Cover art by Stephanie Mooney.



The rumble of the engine faded into the morning, taking her further from him with each moment. Walt tore his gaze from her sandy footprints and sprinted uphill toward the road.

Though the walk from the shack to the beach was an easy and painless stretch of grass and sand, as always, he'd worn his sneakers. Carrie teased him on a weekly basis about his refusal to go barefoot. On one occasion, rather than teasing her back, he had run down the list of all the times in which he'd found himself or been actively rendered shoeless, along with the lengths he'd had to go to in order to prevent his precious feet from getting torn to shreds—wrapping them in shirts, cardboard, leather belts, and his favorite, the agave leaves.

He found it quite impressive, personally. When he'd finished, Carrie gave him a blank look, then laughed harder than ever.

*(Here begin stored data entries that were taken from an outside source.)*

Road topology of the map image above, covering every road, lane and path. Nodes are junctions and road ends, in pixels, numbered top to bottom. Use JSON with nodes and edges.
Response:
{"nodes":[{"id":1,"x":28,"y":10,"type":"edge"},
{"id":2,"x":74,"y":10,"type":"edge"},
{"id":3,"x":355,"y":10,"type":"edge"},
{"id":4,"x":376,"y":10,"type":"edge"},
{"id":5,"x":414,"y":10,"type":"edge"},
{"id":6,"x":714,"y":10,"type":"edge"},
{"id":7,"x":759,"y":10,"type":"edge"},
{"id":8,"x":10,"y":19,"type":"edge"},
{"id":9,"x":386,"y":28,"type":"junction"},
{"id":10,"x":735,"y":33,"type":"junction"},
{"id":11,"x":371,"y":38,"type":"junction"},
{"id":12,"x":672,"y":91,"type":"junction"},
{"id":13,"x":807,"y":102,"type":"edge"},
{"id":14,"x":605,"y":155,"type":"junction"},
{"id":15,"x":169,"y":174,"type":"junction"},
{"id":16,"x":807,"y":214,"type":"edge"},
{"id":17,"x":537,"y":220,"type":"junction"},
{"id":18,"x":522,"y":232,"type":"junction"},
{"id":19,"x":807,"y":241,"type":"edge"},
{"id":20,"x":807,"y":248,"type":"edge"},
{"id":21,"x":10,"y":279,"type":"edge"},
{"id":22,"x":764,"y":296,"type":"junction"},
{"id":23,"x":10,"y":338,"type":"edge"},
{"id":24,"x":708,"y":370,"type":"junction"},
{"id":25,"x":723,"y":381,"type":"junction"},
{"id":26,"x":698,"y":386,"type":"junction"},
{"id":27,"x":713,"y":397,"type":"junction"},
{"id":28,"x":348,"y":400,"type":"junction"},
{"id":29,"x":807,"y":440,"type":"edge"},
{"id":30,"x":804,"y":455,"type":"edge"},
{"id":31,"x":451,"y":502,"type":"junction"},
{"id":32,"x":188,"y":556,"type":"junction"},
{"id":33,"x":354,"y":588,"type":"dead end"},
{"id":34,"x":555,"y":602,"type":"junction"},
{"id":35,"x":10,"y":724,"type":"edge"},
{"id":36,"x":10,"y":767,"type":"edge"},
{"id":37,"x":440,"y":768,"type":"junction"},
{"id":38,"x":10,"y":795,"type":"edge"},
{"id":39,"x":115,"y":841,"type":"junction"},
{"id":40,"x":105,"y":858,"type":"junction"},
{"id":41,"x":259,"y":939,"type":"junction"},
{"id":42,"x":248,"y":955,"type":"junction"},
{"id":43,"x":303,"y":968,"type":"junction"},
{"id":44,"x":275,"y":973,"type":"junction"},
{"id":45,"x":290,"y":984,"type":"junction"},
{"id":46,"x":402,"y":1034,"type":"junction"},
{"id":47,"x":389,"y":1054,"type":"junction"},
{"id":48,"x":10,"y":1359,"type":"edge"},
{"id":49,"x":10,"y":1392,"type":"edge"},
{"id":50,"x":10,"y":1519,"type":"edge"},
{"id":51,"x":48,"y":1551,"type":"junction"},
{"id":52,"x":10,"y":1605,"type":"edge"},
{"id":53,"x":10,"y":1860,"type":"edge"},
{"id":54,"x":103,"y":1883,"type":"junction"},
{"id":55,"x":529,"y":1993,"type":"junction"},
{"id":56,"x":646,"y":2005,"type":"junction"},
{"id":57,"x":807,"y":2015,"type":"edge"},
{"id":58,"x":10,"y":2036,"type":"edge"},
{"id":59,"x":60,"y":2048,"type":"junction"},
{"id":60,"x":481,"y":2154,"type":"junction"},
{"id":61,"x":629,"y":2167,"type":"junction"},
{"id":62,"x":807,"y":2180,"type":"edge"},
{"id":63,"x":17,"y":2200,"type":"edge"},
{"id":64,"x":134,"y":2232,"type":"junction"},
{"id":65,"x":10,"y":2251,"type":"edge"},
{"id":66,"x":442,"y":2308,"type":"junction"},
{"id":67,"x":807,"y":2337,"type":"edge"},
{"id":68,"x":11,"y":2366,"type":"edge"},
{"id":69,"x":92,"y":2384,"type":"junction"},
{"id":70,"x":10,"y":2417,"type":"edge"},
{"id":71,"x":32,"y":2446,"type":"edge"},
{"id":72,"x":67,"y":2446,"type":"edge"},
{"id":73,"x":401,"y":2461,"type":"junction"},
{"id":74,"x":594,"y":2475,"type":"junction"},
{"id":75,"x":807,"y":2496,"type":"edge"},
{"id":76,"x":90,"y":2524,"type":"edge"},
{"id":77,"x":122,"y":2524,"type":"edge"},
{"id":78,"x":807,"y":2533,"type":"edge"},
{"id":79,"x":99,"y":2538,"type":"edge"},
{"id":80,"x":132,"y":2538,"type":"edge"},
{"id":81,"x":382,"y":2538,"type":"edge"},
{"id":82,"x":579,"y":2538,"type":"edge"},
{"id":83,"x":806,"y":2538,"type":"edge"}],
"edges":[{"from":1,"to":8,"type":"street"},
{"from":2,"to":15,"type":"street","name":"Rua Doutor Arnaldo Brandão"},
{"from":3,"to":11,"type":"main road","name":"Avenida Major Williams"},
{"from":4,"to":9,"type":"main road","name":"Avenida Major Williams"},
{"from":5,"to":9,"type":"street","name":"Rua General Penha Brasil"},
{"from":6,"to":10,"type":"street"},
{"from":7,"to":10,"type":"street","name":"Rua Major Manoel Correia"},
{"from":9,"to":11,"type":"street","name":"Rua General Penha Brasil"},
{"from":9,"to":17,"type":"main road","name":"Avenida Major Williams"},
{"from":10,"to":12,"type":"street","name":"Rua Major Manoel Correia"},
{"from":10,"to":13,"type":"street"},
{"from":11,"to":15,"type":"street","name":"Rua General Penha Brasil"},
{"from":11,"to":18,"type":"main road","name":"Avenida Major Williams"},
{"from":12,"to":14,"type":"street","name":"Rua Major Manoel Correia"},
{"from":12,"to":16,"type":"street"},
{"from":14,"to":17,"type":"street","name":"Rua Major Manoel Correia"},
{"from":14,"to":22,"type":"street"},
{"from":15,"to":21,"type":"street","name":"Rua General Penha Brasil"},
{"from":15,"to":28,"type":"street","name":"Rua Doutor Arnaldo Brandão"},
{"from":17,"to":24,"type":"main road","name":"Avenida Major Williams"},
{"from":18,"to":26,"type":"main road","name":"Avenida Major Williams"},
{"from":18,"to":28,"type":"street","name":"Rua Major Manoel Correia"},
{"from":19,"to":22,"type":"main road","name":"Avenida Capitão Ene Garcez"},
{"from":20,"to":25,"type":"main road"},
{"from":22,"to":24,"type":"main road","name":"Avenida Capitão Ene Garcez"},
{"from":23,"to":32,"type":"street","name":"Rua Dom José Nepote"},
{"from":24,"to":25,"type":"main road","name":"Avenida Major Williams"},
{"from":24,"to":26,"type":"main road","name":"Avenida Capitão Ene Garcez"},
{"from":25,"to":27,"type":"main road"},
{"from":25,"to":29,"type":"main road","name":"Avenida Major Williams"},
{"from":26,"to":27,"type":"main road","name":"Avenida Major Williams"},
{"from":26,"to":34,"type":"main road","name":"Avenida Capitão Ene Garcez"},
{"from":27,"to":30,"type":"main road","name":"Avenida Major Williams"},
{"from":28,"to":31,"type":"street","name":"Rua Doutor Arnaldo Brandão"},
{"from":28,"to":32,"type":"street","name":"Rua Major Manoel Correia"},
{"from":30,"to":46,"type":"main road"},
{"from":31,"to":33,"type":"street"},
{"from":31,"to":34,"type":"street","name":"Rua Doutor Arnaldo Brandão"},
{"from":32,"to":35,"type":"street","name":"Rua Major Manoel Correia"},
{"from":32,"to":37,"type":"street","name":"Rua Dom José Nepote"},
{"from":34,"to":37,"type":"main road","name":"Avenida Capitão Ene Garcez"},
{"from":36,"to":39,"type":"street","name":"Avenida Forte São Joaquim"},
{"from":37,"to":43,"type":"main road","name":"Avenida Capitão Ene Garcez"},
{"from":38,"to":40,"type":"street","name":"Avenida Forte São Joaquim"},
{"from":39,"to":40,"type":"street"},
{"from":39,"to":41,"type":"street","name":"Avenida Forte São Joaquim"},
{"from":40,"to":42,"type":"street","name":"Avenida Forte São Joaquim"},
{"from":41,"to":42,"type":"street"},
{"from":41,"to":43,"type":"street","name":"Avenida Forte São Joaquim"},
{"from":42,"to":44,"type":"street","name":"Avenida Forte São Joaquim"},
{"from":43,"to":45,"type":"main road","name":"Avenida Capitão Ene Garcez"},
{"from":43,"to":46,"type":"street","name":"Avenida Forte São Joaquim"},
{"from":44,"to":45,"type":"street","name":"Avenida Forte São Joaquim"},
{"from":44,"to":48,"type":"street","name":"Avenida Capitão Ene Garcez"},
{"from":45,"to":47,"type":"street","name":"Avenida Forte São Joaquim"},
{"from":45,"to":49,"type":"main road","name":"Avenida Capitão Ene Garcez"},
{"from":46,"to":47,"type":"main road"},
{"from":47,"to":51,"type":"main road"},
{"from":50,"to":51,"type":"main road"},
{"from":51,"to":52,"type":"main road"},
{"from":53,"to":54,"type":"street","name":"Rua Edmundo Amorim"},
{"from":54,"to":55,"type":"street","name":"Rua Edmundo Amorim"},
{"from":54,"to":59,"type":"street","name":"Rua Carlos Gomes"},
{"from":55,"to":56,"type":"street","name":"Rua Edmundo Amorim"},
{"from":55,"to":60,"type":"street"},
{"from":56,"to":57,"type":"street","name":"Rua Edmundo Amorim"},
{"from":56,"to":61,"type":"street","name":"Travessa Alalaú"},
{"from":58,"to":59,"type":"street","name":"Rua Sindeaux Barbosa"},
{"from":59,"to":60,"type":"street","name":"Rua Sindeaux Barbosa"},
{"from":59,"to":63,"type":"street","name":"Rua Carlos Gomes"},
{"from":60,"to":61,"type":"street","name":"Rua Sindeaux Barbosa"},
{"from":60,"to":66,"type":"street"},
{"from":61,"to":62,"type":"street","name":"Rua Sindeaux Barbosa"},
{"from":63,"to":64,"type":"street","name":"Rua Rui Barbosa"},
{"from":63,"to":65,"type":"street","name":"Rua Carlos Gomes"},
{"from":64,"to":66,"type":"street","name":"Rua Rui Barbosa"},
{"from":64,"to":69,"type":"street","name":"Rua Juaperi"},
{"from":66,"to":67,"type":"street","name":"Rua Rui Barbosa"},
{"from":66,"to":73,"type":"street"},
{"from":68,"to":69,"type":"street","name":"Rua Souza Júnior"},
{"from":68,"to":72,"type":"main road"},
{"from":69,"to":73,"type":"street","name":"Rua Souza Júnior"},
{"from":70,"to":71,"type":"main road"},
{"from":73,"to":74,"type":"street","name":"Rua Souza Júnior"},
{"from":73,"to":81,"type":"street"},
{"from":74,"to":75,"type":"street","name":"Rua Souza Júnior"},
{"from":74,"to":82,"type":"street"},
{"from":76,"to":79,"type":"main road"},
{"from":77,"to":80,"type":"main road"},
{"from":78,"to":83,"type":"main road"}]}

But his shoes might be about to save her life.

He tore through the sand, the ocean glinting to his right, the wind basting him with the smell of the kelp that heaped the shore. The sand sloped up to a swath of tough beach grass that gave way to jumbles of rock and patches of thorny flowers. He could no longer hear the engine. Rocks turned under his soles, but he kept his footing and speared into the line of firs guarding the coast.

As soon as he was inside the treeline, the noise of the surf diminished like someone had twisted the volume knob from 8 down to 2. He dashed through dried needles, stirring the scent of the pines. He crossed the ridge and veered toward a shelf of rock looking inland over the forest. The drone of the car was as faint as a basement TV. He stopped at the edge of the cliff and stared across the dark green treetops. Should have been carrying his binoculars. Or a rifle. Or left the shack on a bike.

And while he was at it, he should have been carrying a collapsible helicopter armed with six banks of car-seeking missiles.

He was serious about the binoculars, though. Being able to see people from further away than they could see you—you couldn't put a price on that, and not just because there was no money anymore.

This would be his only moment. His only chance. To his left, a crow flapped from the crown of a pine, drawing his eye. A drab green shape zipped through a gap in the trees hundreds of yards away. Bulky. A van. It disappeared down a dip, then hauled itself up the incline on the ridge across the valley. And then it was gone.

He ran back to the beach before the tide and winds could take what little evidence had been left behind. After a few hundred feet, Carrie's barefoot tracks were joined by a pair of shoes, with at least two more sets of tracks beginning another twenty yards further down the beach; she had been approached by a lone man, his backup lingering out of sight. The tracks were regular, placid. No sign of torn-up sand or any kind of struggle. So they'd had guns. Either that or she had known them, was even expecting them, and had happily gone with them—but that was ridiculous. They never had visitors. Only a handful of people knew they
. If Carrie had been expecting a visit from one of their very limited repertoire of guests, she would have said something.

She had been taken.

He explored the rocks, but found nothing along their passage to the road. He ran back into the trees and followed the path to the shack. Originally, he'd kept his shelter on the beach, but within two weeks of her arrival, they had moved it into the woods for protection from strangers and storms. The idea had been mutual, which meant it had been hers, but once they'd settled in, he'd agreed the move was a good idea.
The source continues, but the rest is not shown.